Judging by the media they produce and consume, today’s conservative populists aren’t just searching for economic justice in an unequal world. They are also in the thrall of unhinged conspiracy theories (Pizzagate, Benghazi, Uranium-gate, pretty much anything involving the Clintons) and a little more obsessed with Jews than is healthy. They harbor deep antipathy toward non-Christians, Latinos and African-Americans. They want to wind the clock back to 1950, much as Hofstadter’s Populists wanted to wind it back to 1850. Does that describe every Trump voter? Not by a stretch. But it is a fair representation of the media and propaganda machine that fuels the movement. And it’s hard to argue that it showcases the best of American politics.
Should that move us to reconsider other populist movements? Looking back on Huey Long and Father Coughlin, George Wallace and Pat Buchanan through the lens of Trumpian politics, the ugly, unhinged strain to American populism that meets at the intersection of the far right and far left appears in sharp relief. Hofstadter observed this underbelly of mass politics and warned against it.
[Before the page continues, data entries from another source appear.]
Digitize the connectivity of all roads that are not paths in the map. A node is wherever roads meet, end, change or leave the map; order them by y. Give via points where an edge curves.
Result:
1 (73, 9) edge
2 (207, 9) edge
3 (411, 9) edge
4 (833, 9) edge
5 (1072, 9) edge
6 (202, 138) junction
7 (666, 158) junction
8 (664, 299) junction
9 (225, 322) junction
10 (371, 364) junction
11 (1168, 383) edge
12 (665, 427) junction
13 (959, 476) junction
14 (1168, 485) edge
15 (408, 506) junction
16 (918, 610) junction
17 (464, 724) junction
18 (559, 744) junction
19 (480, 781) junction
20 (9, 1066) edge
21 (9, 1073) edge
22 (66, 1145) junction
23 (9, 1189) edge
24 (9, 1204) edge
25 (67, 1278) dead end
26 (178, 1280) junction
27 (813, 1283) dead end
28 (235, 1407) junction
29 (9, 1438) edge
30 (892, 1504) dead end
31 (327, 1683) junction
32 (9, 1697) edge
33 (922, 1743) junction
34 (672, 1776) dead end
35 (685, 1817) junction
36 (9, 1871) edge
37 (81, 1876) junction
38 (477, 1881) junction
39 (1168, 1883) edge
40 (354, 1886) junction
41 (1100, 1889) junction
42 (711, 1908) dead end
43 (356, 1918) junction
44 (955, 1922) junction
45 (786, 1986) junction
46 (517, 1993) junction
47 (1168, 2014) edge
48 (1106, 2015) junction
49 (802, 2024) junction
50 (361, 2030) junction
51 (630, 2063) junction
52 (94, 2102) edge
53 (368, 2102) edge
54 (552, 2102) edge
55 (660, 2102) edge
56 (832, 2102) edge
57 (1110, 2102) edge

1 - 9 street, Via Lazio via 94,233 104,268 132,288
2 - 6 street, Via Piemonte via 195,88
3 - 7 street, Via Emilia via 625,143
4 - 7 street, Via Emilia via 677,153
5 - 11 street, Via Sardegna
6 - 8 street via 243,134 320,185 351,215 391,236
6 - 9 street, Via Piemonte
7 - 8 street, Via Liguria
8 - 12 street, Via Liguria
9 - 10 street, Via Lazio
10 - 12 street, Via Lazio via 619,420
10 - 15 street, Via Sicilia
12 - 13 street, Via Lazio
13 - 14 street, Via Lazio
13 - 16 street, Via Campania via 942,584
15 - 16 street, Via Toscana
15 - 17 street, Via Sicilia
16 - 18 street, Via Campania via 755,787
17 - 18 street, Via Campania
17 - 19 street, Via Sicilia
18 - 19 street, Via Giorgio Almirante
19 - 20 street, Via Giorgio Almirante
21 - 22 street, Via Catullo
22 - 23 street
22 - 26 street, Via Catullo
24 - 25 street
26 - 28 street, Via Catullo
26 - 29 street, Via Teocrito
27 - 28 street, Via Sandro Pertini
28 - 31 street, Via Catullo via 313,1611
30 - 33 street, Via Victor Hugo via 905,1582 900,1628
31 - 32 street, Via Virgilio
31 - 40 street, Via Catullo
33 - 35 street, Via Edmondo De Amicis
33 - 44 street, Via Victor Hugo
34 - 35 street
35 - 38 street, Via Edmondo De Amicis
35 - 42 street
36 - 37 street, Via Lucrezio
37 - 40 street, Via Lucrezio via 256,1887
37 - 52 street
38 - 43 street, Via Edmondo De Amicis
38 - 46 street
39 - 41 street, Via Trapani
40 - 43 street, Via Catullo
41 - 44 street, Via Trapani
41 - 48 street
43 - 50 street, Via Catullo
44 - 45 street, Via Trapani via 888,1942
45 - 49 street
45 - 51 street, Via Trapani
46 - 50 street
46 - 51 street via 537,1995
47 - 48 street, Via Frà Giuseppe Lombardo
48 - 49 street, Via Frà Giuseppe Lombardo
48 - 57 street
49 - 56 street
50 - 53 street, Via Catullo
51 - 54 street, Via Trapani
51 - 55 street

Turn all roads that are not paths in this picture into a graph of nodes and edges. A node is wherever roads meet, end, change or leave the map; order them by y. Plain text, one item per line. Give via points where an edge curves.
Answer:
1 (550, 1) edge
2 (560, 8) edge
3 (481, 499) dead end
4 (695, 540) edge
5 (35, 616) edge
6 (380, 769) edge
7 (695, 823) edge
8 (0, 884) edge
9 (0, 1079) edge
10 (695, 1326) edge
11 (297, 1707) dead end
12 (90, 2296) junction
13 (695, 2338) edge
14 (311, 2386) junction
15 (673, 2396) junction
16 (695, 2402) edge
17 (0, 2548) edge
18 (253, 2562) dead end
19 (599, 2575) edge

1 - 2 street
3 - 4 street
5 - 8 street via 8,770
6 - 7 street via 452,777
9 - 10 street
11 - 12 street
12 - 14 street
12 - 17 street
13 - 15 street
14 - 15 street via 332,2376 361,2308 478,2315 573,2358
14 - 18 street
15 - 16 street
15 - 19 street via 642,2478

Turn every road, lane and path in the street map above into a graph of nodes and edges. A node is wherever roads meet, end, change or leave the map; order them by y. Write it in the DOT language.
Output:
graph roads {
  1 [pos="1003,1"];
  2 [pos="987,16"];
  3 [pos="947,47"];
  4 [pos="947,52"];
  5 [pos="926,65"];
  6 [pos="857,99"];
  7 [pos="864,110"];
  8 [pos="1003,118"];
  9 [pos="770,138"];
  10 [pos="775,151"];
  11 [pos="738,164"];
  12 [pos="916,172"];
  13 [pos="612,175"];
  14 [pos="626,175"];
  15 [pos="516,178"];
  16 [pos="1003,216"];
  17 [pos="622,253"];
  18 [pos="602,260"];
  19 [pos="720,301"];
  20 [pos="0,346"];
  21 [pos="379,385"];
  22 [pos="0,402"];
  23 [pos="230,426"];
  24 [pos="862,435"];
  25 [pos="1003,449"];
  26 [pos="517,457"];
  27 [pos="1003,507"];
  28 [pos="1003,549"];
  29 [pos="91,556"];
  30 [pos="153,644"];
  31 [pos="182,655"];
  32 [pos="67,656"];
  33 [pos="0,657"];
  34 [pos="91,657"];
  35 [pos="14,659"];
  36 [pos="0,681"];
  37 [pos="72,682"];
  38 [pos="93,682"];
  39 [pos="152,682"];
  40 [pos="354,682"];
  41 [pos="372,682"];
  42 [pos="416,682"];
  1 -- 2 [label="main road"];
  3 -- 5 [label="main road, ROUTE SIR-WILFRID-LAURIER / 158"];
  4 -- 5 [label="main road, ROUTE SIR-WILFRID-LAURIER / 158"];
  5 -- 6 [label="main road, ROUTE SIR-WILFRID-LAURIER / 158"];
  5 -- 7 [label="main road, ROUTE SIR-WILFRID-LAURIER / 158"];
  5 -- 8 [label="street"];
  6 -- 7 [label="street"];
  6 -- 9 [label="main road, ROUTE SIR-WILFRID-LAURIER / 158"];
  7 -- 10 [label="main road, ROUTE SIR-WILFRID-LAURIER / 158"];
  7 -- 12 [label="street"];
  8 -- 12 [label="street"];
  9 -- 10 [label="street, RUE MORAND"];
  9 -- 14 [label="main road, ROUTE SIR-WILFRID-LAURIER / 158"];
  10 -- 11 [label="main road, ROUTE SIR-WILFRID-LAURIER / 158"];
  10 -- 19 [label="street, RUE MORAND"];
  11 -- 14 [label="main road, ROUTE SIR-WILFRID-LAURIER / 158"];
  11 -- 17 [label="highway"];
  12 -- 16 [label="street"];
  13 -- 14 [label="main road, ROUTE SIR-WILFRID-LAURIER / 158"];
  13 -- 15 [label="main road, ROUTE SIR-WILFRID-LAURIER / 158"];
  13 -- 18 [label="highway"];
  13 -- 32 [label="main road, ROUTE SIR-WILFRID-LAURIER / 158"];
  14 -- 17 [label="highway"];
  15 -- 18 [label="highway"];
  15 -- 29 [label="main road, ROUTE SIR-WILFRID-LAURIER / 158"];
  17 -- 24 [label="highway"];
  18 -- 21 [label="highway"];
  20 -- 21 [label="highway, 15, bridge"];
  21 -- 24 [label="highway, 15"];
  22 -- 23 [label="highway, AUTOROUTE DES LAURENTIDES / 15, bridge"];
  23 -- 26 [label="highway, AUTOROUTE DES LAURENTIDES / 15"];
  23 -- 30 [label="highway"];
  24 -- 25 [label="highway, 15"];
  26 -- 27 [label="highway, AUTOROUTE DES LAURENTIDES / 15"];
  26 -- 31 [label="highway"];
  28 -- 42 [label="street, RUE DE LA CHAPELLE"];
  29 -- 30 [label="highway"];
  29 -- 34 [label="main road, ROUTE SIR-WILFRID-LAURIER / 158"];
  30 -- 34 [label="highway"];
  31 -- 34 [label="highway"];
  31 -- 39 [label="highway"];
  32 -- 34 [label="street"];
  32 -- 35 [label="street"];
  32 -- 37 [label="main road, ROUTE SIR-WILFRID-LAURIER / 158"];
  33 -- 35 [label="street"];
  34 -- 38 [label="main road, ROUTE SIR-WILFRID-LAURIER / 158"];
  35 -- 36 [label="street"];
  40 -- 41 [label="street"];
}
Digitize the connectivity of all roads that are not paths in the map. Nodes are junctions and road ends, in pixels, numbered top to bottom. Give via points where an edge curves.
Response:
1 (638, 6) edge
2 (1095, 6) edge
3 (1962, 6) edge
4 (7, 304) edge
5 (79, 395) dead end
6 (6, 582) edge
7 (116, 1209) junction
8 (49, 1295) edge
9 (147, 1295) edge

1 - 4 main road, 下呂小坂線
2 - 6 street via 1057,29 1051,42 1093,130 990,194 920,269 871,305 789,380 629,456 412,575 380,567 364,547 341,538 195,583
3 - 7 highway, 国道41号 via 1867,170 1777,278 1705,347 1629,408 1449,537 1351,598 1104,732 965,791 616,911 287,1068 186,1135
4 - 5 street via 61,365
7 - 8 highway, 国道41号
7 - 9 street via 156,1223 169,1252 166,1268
But Hofstadter is most useful when we scratch below that surface. His goal wasn’t to establish that populists, who over time have pursued a wide variety of ideological and policy ends, are bad people. His larger point was that populist eyes are often cast in the wrong direction—backward. At critical junctures in history, they prove unreconciled to economic and cultural change and to globalization, both in the form of open markets and open borders. They endeavor to reestablish lost worlds—a Jeffersonian republic of small farms and independent shops, or a latter-day utopia of tidy suburbs and unionized factories and mines, that have no hope of survival in a changing world. They bitterly but understandably resist acknowledgment that the country in which they grew up has irrevocably changed.
“The Populists wanted a restoration of agrarian profits and popular government,” Hofstadter concluded. But they found themselves “impotent and deprived in an industrial culture.” Throughout American history, movements that only know how to look backward—like the Populists of the 1890s—rarely endured. But they often leave a lasting mark on the larger culture—sometimes for good, as when establishment politicians recognize the need to blunt their force by addressing some of their legitimate complaints. And sometimes for bad, when they encourage citizens to castigate strangers, real and imagined, for problems that have no simple solution.